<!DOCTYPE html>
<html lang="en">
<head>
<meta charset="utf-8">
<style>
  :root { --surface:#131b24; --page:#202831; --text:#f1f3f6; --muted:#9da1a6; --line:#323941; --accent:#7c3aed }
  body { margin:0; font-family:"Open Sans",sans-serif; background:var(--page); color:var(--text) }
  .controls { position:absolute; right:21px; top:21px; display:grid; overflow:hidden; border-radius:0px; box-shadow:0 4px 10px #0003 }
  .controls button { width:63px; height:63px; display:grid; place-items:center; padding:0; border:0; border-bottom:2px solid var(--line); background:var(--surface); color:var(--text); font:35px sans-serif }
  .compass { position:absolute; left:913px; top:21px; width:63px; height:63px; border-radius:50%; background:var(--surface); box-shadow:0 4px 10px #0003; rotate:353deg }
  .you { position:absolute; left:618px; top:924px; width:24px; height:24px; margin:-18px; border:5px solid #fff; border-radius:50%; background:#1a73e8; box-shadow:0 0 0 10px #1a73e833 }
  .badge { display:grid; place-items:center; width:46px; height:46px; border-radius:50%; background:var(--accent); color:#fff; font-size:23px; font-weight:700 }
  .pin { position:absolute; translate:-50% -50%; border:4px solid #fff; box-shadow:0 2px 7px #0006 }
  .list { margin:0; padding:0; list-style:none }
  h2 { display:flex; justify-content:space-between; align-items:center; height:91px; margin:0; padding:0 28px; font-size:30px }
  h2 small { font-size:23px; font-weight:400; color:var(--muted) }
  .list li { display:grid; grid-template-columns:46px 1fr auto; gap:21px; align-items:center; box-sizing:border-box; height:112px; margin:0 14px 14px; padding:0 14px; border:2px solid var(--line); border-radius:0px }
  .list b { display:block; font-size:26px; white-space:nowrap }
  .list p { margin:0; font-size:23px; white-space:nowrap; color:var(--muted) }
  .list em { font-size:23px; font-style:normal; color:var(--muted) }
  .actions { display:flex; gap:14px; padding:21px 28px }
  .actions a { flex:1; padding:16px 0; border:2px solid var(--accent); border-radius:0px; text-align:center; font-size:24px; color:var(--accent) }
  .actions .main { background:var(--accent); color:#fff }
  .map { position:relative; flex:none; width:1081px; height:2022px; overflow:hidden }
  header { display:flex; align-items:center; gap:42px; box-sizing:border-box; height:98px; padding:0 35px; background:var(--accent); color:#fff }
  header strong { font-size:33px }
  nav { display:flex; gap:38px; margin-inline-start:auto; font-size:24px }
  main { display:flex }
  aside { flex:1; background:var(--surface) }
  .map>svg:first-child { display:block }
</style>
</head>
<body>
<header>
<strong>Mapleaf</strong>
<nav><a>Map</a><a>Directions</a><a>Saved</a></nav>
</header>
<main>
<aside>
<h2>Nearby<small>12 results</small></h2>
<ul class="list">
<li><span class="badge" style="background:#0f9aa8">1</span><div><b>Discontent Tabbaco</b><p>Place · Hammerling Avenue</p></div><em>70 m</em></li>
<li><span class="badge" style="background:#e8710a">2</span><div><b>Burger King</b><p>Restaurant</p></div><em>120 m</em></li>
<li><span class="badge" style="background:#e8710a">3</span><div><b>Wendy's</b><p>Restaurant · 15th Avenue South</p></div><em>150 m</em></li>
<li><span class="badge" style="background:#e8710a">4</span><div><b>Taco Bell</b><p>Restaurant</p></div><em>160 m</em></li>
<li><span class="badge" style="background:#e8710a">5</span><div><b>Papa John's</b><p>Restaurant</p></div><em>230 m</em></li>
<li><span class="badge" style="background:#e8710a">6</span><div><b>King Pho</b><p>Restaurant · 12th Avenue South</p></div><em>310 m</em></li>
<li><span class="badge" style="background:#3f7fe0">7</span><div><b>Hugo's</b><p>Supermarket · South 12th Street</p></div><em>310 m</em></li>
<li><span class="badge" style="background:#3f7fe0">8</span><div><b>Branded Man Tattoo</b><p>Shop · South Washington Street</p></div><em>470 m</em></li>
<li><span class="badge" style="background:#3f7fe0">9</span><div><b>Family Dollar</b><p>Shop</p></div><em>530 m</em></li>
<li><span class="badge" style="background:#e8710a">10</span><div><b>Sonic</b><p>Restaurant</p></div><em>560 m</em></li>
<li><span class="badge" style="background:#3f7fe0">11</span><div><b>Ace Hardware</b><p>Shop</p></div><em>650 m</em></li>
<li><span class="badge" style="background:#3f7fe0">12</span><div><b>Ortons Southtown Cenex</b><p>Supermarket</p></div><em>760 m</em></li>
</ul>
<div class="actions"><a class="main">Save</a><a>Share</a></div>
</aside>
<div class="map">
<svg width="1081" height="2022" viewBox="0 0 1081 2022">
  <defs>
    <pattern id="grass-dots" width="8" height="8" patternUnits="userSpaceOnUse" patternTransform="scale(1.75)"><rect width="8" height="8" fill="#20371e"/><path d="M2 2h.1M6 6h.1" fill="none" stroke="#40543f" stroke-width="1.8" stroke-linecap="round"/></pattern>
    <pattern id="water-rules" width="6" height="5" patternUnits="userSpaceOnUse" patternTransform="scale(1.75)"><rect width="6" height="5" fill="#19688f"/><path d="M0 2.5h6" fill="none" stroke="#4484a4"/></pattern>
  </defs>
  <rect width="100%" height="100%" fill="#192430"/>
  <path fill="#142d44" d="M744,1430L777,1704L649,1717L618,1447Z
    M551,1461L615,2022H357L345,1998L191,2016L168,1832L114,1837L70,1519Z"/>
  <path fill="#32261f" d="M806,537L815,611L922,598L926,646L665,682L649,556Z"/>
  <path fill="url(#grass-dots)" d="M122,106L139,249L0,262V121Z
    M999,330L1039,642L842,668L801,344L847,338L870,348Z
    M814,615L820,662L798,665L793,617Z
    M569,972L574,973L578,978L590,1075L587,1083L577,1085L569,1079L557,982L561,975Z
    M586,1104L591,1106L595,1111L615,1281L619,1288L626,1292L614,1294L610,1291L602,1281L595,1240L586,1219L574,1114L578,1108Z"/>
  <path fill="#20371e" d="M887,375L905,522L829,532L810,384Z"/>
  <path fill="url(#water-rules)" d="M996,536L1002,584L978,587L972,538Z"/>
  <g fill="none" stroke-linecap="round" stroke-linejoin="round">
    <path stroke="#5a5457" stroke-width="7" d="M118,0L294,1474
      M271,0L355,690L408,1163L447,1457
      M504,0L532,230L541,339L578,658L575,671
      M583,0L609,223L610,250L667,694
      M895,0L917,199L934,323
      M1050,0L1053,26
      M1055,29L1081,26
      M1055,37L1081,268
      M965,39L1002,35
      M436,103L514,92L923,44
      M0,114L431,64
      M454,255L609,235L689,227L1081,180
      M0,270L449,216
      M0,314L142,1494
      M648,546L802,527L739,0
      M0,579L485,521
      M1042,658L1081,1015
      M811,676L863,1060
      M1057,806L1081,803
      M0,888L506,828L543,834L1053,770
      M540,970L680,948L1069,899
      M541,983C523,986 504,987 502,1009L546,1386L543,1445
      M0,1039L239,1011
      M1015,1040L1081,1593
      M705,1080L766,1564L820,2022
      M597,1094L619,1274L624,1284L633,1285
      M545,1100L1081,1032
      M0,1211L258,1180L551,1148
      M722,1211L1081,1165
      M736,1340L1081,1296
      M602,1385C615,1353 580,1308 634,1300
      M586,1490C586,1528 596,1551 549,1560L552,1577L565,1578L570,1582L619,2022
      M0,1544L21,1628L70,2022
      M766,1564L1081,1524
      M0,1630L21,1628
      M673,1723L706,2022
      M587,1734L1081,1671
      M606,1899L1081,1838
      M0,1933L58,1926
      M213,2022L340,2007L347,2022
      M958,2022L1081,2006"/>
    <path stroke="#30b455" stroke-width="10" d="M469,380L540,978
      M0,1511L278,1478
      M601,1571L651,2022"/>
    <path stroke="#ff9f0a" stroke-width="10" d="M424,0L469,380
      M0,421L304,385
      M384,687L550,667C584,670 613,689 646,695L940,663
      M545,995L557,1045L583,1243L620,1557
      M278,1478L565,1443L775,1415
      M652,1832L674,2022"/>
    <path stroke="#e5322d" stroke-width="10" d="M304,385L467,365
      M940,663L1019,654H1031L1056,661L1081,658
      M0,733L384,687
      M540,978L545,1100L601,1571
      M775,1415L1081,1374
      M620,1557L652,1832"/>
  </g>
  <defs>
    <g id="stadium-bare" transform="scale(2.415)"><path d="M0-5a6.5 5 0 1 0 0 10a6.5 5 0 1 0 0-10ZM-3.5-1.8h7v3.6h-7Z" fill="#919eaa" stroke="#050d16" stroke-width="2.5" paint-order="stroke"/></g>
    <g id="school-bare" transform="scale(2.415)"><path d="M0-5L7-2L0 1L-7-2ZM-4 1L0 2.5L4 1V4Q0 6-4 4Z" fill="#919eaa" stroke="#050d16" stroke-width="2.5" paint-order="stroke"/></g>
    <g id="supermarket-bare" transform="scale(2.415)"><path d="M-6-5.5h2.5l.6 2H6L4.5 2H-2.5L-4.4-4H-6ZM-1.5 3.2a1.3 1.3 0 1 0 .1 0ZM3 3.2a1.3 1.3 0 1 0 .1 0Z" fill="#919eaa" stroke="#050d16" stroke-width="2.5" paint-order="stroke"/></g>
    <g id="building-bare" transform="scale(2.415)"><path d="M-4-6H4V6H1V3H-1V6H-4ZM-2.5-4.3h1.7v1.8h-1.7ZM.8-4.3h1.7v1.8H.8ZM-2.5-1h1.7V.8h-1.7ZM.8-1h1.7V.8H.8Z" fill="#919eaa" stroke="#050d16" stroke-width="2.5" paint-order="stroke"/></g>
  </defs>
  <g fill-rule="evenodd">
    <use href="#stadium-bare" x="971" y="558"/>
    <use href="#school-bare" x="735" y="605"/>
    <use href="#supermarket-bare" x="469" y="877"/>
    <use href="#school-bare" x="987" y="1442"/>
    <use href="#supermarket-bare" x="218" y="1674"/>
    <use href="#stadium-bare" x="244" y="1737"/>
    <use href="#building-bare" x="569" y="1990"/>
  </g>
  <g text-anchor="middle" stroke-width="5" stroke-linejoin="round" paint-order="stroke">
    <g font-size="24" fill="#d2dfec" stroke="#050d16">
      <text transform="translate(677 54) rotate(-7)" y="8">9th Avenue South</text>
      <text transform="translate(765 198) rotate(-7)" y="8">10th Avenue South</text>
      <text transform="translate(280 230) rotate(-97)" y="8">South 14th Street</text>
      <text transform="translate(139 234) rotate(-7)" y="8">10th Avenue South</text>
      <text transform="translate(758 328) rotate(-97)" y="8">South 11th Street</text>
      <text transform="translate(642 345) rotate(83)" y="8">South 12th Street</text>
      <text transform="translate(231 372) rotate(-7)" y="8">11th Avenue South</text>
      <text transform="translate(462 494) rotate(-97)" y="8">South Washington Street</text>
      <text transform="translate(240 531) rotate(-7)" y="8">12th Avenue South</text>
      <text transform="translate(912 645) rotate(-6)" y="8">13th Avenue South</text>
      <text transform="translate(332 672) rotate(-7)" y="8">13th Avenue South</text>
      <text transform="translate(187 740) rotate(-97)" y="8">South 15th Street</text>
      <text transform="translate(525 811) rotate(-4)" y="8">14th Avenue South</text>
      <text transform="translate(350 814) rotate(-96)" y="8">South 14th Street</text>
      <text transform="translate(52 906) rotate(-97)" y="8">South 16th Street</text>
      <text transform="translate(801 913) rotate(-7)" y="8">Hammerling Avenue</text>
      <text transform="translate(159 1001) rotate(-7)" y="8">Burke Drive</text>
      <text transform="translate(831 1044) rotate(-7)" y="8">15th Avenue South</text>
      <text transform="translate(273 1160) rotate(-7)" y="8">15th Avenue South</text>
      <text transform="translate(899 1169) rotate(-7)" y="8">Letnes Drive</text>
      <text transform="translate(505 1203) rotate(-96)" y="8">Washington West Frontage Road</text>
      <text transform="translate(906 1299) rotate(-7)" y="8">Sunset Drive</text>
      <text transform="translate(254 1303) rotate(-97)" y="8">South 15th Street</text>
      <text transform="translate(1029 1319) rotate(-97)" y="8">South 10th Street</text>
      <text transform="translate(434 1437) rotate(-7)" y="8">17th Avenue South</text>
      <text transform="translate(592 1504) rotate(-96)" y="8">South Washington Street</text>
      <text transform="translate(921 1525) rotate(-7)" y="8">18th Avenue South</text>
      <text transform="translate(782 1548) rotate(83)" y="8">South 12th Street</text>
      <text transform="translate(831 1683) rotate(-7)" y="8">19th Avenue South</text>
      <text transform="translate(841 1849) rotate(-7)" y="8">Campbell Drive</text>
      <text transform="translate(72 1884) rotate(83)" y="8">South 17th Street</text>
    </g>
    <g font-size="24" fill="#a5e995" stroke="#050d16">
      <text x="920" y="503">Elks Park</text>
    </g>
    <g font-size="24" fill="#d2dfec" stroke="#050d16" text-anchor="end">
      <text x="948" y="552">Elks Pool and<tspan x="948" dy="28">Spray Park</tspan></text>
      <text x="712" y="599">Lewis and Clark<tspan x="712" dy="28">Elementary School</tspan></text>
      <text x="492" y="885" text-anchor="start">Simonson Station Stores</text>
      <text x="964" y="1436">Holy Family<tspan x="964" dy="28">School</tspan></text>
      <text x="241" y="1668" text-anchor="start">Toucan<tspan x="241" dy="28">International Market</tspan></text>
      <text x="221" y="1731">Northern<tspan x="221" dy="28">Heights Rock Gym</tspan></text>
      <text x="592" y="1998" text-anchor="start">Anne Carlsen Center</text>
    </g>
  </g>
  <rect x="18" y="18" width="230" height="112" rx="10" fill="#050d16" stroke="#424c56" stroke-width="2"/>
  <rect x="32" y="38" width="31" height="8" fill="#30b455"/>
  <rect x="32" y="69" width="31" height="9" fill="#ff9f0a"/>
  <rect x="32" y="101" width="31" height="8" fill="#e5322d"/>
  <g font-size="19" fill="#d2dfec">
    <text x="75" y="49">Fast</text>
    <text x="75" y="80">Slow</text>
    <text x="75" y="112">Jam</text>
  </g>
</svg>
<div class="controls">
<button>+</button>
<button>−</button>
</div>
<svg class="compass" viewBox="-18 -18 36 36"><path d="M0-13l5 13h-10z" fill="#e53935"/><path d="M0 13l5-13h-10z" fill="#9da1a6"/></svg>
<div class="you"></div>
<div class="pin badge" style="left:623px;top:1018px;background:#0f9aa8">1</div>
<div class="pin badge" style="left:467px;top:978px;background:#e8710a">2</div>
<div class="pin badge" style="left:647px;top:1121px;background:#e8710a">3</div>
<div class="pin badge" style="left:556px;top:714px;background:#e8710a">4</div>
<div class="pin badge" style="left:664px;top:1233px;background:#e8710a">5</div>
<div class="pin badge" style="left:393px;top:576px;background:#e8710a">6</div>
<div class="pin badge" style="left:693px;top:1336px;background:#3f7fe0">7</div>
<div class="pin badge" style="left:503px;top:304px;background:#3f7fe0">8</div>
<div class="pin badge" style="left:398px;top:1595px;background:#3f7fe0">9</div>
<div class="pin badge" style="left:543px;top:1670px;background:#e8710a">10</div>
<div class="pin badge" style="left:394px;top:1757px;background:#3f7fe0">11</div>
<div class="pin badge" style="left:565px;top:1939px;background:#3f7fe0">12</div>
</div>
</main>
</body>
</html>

┄┄┄┄┄┄

Show me all lines in the records that contain "controls".

** Exercise output **
  .controls { position:absolute; right:21px; top:21px; display:grid; overflow:hidden; border-radius:0px; box-shadow:0 4px 10px #0003 }
  .controls button { width:63px; height:63px; display:grid; place-items:center; padding:0; border:0; border-bottom:2px solid var(--line); background:var(--surface); color:var(--text); font:35px sans-serif }
<div class="controls">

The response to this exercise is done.